Na calada da noite

Filipe Monteiro

  • Um sentimento de indignação envolve a capital de Rondônia desde fevereiro. Os moradores de Porto Velho assistiram, perplexos, à destruição dos últimos resquícios do Mercado Público Municipal, uma relíquia dos tempos áureos do ciclo da borracha.

    A construção, iniciada em 1915, só foi concluída 35 anos depois. Era, provavelmente, o primeiro e único prédio construído em estilo art nouveau da cidade e um de seus mais nobres cartões-postais. O belo piso de mosaicos, as paredes revestidas de azulejos e uma fachada em estilo neoclássico refletiam uma época de pujança da Região Amazônica, impulsionada pelas exportações de borracha para a Europa e os Estados Unidos.

    Seus corredores tinham muita história para contar. Lá foram instaladas casas de comércio tradicionais, como o açougue do Bodó, especializado em miúdos de boi, além de barbearias, alfaiatarias e o primeiro frigorífico da região. A localização privilegiada, no centro da cidade, atiçou por anos a cobiça das imobiliárias. Em 1965, um incêndio criminoso, até hoje mal explicado, transformou em cinzas metade do prédio. O que restou foi vendido a preço de banana para um grupo empresarial, que em 1984 tentou pôr tudo abaixo para a construção de um condomínio.

    Na época, um grupo de cidadãos porto-velhenses entrou com uma ação na Justiça para impedir a obra. Depois de longos 14 anos, conseguiu mais: a devolução para o município das duas lojas que restavam de pé. Parecia que a preservação estava enfim garantida. Mas a sanha demolidora tinha sido apenas postergada. Sem aviso prévio, a prefeitura derrubou, em fevereiro deste ano, as últimas partes do Mercado, numa “ação covarde e desmiolada”, segundo a Associação Cultural Rio Madeira.

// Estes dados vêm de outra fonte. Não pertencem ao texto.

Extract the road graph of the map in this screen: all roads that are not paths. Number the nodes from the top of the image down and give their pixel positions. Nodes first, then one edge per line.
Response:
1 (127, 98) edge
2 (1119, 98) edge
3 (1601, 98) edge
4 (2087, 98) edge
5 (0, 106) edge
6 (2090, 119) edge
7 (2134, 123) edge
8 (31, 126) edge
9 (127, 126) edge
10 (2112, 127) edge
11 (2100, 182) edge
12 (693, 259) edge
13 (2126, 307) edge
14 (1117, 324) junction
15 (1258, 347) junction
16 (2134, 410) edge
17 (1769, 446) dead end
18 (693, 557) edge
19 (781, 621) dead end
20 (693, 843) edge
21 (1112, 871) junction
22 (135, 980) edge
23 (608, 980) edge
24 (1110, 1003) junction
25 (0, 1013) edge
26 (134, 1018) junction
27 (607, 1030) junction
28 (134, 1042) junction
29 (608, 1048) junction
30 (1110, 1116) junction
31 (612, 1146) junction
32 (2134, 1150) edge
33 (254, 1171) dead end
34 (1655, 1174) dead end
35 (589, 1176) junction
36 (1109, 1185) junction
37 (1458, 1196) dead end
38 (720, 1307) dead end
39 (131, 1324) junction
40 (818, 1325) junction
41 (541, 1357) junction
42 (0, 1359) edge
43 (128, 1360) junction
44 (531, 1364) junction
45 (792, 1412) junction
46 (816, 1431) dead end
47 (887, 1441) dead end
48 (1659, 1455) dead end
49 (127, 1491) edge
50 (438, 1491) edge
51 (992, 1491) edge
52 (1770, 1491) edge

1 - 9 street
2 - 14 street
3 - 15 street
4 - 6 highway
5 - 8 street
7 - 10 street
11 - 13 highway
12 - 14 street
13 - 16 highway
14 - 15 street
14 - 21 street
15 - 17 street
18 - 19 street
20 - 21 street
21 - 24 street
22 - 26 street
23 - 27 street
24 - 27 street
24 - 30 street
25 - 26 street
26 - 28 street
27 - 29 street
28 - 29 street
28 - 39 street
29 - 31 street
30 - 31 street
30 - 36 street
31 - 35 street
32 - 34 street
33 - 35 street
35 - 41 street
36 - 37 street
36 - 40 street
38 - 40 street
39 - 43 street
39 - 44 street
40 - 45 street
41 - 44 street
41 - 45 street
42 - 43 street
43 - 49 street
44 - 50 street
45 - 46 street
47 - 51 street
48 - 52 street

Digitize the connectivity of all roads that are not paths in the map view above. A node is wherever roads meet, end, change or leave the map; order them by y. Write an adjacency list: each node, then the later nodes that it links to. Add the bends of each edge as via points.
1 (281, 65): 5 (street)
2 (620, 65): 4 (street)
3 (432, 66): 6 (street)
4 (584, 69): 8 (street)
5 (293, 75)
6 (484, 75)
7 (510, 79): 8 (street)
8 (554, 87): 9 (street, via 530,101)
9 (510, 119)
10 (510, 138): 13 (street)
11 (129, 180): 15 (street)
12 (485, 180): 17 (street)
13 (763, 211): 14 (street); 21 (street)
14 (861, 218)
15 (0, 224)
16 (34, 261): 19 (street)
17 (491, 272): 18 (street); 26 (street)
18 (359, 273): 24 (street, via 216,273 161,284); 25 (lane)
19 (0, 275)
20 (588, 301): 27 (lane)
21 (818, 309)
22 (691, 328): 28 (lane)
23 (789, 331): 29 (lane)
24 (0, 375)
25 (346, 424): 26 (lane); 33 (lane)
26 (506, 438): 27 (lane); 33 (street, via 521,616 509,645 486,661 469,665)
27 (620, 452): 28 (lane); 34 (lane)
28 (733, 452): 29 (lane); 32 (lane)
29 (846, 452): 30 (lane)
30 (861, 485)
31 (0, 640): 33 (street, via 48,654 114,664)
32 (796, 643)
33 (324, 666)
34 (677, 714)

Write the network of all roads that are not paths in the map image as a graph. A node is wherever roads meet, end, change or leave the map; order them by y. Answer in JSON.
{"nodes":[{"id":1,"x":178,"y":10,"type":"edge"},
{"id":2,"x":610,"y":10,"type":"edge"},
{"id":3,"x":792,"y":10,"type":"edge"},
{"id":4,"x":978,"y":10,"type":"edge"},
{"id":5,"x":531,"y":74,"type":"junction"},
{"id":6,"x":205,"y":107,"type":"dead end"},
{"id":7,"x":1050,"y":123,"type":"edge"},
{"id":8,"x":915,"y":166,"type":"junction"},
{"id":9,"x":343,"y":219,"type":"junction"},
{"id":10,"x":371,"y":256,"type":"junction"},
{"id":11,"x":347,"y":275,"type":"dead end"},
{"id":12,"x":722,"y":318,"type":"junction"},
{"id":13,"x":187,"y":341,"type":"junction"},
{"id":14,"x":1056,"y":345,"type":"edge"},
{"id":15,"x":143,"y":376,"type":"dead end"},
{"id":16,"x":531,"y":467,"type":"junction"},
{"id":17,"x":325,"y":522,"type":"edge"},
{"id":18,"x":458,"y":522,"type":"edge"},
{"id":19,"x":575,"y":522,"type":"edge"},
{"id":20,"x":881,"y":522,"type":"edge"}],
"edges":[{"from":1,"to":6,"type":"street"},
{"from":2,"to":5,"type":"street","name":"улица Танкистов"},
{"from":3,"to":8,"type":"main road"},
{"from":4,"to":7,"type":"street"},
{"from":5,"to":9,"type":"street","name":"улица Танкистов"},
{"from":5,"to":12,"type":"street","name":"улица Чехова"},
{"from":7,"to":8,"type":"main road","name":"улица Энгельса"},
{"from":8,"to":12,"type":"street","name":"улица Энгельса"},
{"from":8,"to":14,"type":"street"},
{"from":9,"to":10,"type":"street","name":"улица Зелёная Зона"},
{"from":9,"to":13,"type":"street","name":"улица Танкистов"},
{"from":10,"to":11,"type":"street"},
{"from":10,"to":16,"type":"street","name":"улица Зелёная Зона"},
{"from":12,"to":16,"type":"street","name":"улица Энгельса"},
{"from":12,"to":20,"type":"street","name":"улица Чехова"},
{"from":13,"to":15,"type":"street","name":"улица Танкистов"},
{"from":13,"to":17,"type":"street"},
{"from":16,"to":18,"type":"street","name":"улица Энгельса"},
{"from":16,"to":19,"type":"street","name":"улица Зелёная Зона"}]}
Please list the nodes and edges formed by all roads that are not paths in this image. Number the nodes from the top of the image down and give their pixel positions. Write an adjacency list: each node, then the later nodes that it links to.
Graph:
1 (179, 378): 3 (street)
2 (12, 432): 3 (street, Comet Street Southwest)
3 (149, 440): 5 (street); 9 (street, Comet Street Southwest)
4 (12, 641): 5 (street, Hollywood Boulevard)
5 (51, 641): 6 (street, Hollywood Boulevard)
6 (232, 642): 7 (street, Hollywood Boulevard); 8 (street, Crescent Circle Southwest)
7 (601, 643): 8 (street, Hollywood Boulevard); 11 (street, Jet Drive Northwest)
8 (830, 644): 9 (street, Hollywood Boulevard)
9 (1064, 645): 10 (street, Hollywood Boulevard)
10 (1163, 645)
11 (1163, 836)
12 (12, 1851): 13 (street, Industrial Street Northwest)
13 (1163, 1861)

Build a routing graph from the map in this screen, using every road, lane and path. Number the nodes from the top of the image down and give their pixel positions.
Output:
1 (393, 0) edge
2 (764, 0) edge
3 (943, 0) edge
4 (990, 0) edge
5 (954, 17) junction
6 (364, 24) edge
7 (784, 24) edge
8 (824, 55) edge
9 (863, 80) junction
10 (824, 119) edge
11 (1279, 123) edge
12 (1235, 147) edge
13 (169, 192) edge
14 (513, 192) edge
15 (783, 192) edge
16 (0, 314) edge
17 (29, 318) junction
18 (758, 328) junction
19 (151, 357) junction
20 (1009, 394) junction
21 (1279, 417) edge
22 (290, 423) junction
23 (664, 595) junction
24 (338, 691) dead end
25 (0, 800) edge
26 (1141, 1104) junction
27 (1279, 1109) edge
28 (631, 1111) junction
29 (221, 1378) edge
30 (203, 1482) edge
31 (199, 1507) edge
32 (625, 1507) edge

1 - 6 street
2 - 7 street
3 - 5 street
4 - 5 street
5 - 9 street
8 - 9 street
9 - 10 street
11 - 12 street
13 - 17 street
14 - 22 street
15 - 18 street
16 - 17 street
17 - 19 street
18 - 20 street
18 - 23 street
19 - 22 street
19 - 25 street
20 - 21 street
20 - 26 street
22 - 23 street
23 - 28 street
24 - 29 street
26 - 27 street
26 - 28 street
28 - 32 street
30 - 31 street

    O advogado Ernande Segismundo, que liderou a campanha pela restauração do Mercado, não entende como o prefeito Roberto Sobrinho emudeceu “diante de tão clamorosa e retumbante indignação civil”. A justificativa oficial vem do secretário de Desenvolvimento Socioeconômico de Porto Velho, José Gadelha. Ele diz que as críticas partem de quem não conhece o projeto elaborado para o lugar. Afirma que estudos técnicos revelaram não ser possível restaurar as partes que sobraram, pois suas estruturas estavam comprometidas. E promete uma réplica novinha em folha. “A partir de fotos antigas, nós vamos reconstruir o prédio exatamente como era em sua forma original. Será um novo centro cultural, com sorveteria, livraria, bares e restaurantes”, diz. Decisão que não agrada ao Iphan. “De que adianta construir um prédio igual ao anterior? Todo o valor histórico se perdeu”, alega Alberto Bertagna, superintendente do instituto em Rondônia.

    Perdido o Mercado Municipal, restam a Porto Velho poucos bens históricos preservados, como o parque da Estrada de Ferro Madeira-Mamoré e o Casarão de Santo Antônio, antiga sede da administração da ferrovia. Aos responsáveis, vale o conselho: mantenham os olhos bem abertos.